▶ [WHAT THIS TASK INVOLVES]
Using the records below, filter for lines that contain the string "فردوس" and copy them out.

[Extracted records]
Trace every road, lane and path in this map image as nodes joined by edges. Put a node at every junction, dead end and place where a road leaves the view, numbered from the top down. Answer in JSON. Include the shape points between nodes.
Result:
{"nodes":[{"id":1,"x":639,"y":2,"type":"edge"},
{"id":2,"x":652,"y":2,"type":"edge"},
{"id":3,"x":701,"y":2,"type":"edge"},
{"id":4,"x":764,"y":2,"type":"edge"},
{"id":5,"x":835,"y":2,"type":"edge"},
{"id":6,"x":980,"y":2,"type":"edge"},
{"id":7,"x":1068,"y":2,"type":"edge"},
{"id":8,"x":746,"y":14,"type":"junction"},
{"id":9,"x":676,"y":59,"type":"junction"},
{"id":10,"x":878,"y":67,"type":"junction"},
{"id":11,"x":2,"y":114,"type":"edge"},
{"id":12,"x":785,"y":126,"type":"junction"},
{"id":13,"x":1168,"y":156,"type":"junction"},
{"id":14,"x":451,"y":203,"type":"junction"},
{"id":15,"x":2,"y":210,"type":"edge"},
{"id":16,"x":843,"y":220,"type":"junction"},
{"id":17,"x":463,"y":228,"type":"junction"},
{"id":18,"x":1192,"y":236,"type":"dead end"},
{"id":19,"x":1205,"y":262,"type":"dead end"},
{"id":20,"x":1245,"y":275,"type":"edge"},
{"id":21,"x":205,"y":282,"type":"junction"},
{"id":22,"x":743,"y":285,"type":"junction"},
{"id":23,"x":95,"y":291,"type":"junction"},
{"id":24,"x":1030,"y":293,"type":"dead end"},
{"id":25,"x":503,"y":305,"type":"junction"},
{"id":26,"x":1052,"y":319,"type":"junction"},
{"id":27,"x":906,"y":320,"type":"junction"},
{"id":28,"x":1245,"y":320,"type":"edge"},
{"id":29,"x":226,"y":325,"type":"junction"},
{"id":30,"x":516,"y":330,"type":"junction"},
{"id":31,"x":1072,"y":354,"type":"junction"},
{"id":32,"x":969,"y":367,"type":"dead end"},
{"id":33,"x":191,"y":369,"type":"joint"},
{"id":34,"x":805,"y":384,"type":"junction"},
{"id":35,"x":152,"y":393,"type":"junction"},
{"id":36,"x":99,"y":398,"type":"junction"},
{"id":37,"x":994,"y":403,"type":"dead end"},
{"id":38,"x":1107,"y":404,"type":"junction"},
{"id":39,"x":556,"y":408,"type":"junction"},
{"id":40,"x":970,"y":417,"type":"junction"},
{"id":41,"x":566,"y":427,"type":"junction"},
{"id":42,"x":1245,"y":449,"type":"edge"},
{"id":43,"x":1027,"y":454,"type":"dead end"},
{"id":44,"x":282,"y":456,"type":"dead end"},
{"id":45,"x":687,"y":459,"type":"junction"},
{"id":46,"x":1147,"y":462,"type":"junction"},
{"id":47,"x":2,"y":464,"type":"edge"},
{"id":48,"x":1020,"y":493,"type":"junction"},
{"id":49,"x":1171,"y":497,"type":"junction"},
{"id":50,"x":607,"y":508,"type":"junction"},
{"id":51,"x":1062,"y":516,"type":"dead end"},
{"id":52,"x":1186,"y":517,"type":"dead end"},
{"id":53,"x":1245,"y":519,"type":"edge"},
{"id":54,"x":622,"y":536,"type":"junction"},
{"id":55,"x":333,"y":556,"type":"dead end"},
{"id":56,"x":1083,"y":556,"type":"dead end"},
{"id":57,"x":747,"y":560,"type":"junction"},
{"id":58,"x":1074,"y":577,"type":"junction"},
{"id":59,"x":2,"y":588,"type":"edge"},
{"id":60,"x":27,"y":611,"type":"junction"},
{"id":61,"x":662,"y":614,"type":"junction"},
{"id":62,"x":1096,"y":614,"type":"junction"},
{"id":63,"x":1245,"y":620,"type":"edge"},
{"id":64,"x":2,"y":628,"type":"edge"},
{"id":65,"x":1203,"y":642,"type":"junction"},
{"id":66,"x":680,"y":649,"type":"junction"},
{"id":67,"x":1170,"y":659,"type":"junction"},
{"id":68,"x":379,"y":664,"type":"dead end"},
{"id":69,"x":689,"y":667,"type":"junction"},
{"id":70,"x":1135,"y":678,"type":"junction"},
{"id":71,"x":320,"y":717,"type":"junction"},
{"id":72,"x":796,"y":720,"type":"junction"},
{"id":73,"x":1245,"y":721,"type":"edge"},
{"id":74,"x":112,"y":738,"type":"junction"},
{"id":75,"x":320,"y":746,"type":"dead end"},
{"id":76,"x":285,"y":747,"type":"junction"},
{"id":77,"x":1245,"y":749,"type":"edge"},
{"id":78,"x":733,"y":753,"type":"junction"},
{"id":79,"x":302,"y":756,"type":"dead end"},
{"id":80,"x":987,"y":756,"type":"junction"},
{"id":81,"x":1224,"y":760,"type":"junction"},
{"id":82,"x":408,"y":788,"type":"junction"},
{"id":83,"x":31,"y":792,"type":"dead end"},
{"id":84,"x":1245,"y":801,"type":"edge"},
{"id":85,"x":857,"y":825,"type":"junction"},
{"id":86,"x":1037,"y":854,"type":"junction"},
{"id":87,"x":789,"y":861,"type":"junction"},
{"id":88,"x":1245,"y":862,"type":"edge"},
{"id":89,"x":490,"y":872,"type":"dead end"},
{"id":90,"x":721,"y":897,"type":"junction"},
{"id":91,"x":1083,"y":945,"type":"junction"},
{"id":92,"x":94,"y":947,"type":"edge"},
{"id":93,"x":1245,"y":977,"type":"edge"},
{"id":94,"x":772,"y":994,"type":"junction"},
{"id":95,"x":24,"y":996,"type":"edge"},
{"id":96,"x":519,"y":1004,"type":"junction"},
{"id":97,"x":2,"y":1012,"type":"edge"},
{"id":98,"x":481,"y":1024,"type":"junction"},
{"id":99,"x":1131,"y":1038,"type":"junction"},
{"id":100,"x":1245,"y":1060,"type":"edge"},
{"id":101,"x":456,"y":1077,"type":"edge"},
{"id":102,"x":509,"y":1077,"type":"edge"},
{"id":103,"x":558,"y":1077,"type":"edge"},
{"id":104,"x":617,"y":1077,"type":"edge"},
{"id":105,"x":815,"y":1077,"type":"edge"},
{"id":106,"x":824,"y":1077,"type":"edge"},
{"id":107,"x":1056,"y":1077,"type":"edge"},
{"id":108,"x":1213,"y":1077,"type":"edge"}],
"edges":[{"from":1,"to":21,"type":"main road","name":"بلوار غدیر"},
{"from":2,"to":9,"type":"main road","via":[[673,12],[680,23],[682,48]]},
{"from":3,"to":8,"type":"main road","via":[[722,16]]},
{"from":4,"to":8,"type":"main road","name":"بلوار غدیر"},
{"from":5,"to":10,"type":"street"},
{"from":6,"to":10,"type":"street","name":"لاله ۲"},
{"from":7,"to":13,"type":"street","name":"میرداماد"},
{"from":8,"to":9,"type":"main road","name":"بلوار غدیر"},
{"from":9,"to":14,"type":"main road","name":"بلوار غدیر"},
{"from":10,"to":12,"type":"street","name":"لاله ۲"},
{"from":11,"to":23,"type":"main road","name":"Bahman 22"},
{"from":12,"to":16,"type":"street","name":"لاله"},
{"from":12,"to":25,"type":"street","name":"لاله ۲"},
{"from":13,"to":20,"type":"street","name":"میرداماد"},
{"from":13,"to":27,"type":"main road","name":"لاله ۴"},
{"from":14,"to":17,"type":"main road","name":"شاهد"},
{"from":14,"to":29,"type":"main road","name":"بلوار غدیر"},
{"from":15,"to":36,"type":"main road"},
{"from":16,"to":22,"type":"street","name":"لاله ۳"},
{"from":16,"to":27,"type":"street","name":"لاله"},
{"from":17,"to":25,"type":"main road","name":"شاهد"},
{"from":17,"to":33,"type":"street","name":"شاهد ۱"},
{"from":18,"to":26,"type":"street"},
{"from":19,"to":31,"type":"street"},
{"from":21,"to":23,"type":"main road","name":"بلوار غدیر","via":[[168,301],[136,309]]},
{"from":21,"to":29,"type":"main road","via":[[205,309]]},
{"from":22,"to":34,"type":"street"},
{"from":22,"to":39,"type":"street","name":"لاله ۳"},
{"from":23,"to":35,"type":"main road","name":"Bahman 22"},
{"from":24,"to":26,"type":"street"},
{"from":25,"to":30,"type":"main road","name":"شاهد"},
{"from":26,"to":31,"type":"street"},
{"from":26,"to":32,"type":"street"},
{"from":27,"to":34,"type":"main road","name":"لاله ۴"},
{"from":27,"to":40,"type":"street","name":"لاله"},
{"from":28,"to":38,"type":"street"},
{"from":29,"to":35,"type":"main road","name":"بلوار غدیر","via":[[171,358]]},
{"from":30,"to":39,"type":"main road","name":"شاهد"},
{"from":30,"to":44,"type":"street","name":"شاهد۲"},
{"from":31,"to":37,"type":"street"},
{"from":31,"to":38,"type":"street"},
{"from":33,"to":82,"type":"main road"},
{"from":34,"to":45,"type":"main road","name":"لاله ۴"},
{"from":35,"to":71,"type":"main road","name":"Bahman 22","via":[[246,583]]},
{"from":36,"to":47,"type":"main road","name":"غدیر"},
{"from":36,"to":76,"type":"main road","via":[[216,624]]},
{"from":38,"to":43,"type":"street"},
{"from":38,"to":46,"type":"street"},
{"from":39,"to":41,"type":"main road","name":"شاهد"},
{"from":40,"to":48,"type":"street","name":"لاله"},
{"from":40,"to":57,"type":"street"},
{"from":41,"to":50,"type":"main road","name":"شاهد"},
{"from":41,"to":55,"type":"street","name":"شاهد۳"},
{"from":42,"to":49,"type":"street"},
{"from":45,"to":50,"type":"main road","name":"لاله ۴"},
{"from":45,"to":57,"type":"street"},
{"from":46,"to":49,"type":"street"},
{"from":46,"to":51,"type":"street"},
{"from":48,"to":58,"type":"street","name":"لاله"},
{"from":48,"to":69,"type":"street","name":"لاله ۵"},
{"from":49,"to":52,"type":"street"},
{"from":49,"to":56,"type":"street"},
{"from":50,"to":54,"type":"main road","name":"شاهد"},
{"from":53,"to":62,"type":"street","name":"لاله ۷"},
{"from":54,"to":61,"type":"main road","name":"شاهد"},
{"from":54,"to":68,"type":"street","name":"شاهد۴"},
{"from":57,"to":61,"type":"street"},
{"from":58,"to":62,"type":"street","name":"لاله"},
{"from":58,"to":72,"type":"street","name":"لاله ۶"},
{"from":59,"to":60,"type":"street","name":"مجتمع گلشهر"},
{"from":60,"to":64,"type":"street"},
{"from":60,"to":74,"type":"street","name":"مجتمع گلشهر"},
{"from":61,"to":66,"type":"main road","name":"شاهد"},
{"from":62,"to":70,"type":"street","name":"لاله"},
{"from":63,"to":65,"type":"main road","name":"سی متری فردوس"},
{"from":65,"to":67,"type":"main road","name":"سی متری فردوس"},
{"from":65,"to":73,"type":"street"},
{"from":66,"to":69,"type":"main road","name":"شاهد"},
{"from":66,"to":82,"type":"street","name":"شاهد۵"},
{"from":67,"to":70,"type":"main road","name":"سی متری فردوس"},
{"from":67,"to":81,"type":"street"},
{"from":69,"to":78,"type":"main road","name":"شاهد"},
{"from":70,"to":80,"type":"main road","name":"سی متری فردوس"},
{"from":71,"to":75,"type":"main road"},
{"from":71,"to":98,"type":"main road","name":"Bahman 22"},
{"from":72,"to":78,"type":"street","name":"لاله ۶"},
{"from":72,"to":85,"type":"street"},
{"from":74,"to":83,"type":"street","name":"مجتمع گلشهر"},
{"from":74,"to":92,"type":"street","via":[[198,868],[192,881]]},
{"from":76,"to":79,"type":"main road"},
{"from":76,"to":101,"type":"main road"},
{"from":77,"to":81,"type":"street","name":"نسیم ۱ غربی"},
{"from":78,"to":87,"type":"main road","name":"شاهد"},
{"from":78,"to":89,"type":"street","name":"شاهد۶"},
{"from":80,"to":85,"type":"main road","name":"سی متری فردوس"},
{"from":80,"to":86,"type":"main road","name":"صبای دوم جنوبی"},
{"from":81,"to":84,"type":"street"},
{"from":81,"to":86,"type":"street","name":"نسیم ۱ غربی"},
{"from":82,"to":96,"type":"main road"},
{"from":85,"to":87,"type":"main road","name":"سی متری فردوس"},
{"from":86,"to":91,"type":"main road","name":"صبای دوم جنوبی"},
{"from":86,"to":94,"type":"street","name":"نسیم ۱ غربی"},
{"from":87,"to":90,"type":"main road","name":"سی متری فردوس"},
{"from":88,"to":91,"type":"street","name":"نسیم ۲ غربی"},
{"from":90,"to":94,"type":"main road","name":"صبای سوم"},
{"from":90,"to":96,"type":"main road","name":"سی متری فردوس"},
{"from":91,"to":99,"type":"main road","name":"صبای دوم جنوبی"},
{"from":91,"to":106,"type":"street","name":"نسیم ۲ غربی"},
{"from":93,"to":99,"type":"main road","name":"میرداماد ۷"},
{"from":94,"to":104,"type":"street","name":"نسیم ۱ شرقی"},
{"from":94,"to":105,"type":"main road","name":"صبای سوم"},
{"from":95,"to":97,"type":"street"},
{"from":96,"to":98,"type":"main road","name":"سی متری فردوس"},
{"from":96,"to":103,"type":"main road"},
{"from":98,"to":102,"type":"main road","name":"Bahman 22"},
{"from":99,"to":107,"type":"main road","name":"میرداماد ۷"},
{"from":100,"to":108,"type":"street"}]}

▶ [EXERCISE SOLUTION]
{"from":63,"to":65,"type":"main road","name":"سی متری فردوس"},
{"from":65,"to":67,"type":"main road","name":"سی متری فردوس"},
{"from":67,"to":70,"type":"main road","name":"سی متری فردوس"},
{"from":70,"to":80,"type":"main road","name":"سی متری فردوس"},
{"from":80,"to":85,"type":"main road","name":"سی متری فردوس"},
{"from":85,"to":87,"type":"main road","name":"سی متری فردوس"},
{"from":87,"to":90,"type":"main road","name":"سی متری فردوس"},
{"from":90,"to":96,"type":"main road","name":"سی متری فردوس"},
{"from":96,"to":98,"type":"main road","name":"سی متری فردوس"},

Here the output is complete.